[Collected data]
————————
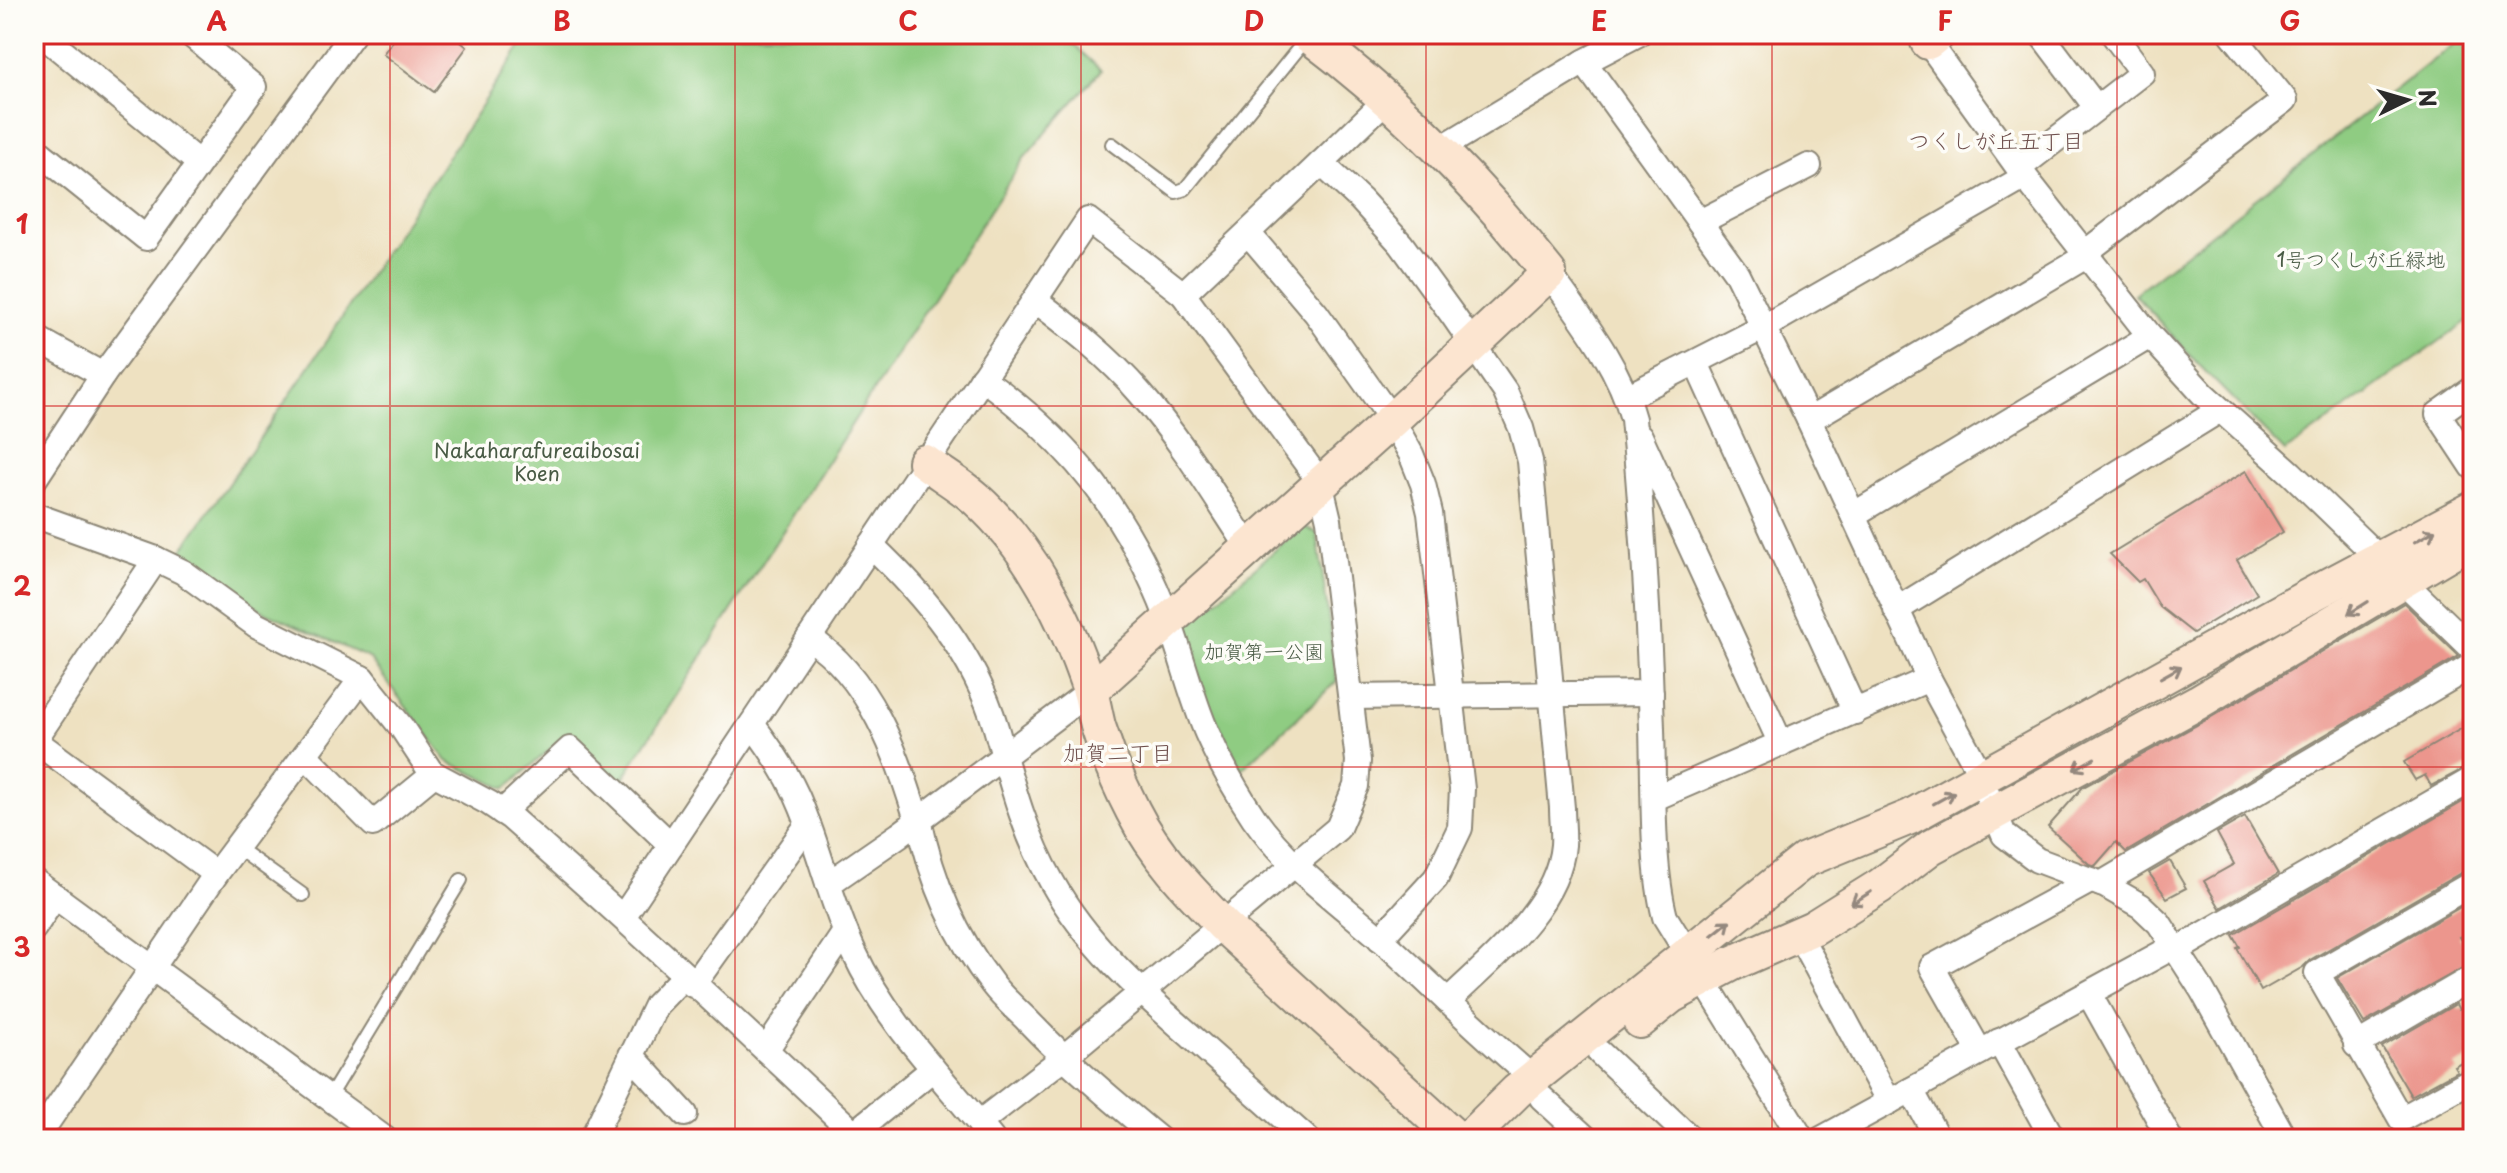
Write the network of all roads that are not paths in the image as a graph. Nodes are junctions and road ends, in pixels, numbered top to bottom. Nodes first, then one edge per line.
1 (41, 34) edge
2 (190, 34) edge
3 (353, 34) edge
4 (1638, 34) edge
5 (2041, 34) edge
6 (2113, 34) edge
7 (2232, 34) edge
8 (1308, 35) edge
9 (1930, 37) edge
10 (1584, 62) junction
11 (1386, 100) junction
12 (2096, 107) junction
13 (1112, 144) dead end
14 (34, 148) edge
15 (1438, 150) junction
16 (199, 163) junction
17 (1321, 163) junction
18 (1809, 166) dead end
19 (2022, 172) junction
20 (1700, 222) junction
21 (1248, 233) junction
22 (2087, 254) junction
23 (1549, 273) junction
24 (1183, 294) junction
25 (1035, 300) junction
26 (1764, 327) junction
27 (2150, 336) junction
28 (34, 337) edge
29 (1472, 343) junction
30 (1696, 363) junction
31 (103, 375) junction
32 (982, 378) junction
33 (2473, 389) edge
34 (1630, 408) junction
35 (2220, 410) junction
36 (1392, 420) junction
37 (1809, 420) junction
38 (925, 462) junction
39 (2473, 467) edge
40 (34, 480) edge
41 (1320, 482) junction
42 (2473, 509) edge
43 (34, 515) edge
44 (1853, 515) junction
45 (2473, 539) edge
46 (871, 545) junction
47 (1249, 548) junction
48 (156, 559) junction
49 (2392, 570) junction
50 (1896, 610) junction
51 (1168, 619) junction
52 (809, 638) junction
53 (2473, 649) edge
54 (2473, 665) edge
55 (362, 678) junction
56 (1929, 679) junction
57 (1090, 691) junction
58 (1651, 693) junction
59 (1450, 694) junction
60 (1552, 695) junction
61 (1351, 697) junction
62 (2118, 702) junction
63 (1855, 712) junction
64 (752, 724) junction
65 (2138, 735) junction
66 (34, 740) edge
67 (1781, 744) junction
68 (305, 755) junction
69 (1002, 758) junction
70 (434, 774) junction
71 (1980, 778) junction
72 (2473, 779) edge
73 (1655, 798) junction
74 (502, 812) junction
75 (1995, 813) junction
76 (918, 820) junction
77 (808, 824) junction
78 (671, 845) junction
79 (236, 847) junction
80 (1295, 866) junction
81 (216, 874) junction
82 (461, 880) dead end
83 (34, 881) edge
84 (2096, 882) junction
85 (2473, 883) edge
86 (828, 884) junction
87 (303, 895) dead end
88 (55, 896) junction
89 (623, 917) junction
90 (1224, 926) junction
91 (34, 928) edge
92 (845, 932) junction
93 (1798, 933) junction
94 (1380, 939) junction
95 (2174, 949) junction
96 (152, 966) junction
97 (1696, 966) junction
98 (2473, 977) edge
99 (688, 981) junction
100 (1140, 991) junction
101 (2089, 994) junction
102 (1448, 1001) junction
103 (2356, 1045) junction
104 (1990, 1046) junction
105 (766, 1050) junction
106 (1600, 1053) junction
107 (631, 1055) junction
108 (1063, 1058) junction
109 (933, 1069) junction
110 (2473, 1079) edge
111 (1537, 1088) junction
112 (1911, 1090) junction
113 (329, 1098) junction
114 (1889, 1102) junction
115 (685, 1114) dead end
116 (985, 1131) edge
117 (36, 1139) edge
118 (385, 1139) edge
119 (592, 1139) edge
120 (1159, 1139) edge
121 (1307, 1139) edge
122 (1457, 1139) edge
123 (1468, 1139) edge
124 (1493, 1139) edge
125 (1587, 1139) edge
126 (1691, 1139) edge
127 (1802, 1139) edge
128 (1821, 1139) edge
129 (1938, 1139) edge
130 (2053, 1139) edge
131 (2170, 1139) edge
132 (2285, 1139) edge

1 - 16 street
2 - 16 street
3 - 31 street
4 - 10 street
5 - 12 street
6 - 12 street
7 - 22 street
8 - 11 street
8 - 13 lane
9 - 19 street
10 - 15 street
10 - 20 street
11 - 15 street
11 - 17 street
12 - 19 street
14 - 16 street
15 - 23 street
17 - 21 street
17 - 29 street
18 - 20 street
19 - 22 street
19 - 26 street
20 - 26 street
21 - 24 street
21 - 36 street
22 - 27 street
22 - 37 street
23 - 29 street
23 - 34 street
24 - 25 street
24 - 41 street
25 - 32 street
25 - 47 street
26 - 30 street
26 - 37 street
27 - 35 street
27 - 44 street
28 - 31 street
29 - 36 street
29 - 60 street
30 - 34 street
30 - 63 street
31 - 40 street
32 - 38 street
32 - 51 street
33 - 39 street
34 - 58 street
34 - 67 street
35 - 49 street
35 - 50 street
36 - 41 street
36 - 59 street
37 - 44 street
38 - 46 street
38 - 57 street
41 - 47 street
41 - 61 street
49 -> 42 street
43 - 48 street
44 - 50 street
45 - 49 street
46 - 52 street
46 - 69 street
47 - 51 street
48 - 55 street
48 - 66 street
49 - 53 street
62 -> 49 street
49 -> 65 street
50 - 56 street
51 - 57 street
51 - 80 street
52 - 64 street
52 - 76 street
54 - 84 street
55 - 68 street
55 - 70 street
56 - 63 street
56 - 71 street
57 - 69 street
57 - 90 street
58 - 60 street
58 - 73 street
59 - 60 street
59 - 61 street
59 - 94 street
60 - 102 street
61 - 80 street
62 - 65 street
62 - 71 street
63 - 67 street
64 - 77 street
64 - 78 street
65 -> 75 street
66 - 81 street
67 - 73 street
68 - 70 street
68 - 79 street
69 - 76 street
69 - 100 street
70 - 74 street
71 - 75 street
97 -> 71 street
72 - 95 street
73 - 97 street
74 - 78 street
74 - 89 street
75 - 84 street
75 -> 93 street
76 - 86 street
76 - 108 street
77 - 86 street
77 - 99 street
78 - 89 street
79 - 81 street
79 - 87 lane
80 - 90 street
80 - 94 street
81 - 96 street
82 - 113 lane
83 - 88 street
84 - 95 street
84 - 104 street
85 - 103 street
86 - 92 street
88 - 91 street
88 - 96 street
89 - 99 street
90 - 100 street
90 - 122 street
92 - 105 street
92 - 109 street
93 - 97 street
93 - 114 street
94 - 102 street
95 - 101 street
95 - 132 street
96 - 113 street
96 - 117 street
97 - 106 street
97 - 111 street
97 - 127 street
98 - 103 street
99 - 105 street
99 - 107 street
100 - 108 street
100 - 121 street
101 - 104 street
101 - 131 street
102 - 111 street
103 - 110 street
104 - 112 street
104 - 130 street
105 - 109 street
106 - 111 street
106 - 126 street
107 - 115 street
107 - 119 street
108 - 116 street
108 - 120 street
109 - 116 street
111 - 123 street
111 - 124 street
111 - 125 street
112 - 114 street
112 - 129 street
113 - 118 street
114 - 128 street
————————
Scan the entries above and return each line that holds "dead".

13 (1112, 144) dead end
18 (1809, 166) dead end
82 (461, 880) dead end
87 (303, 895) dead end
115 (685, 1114) dead end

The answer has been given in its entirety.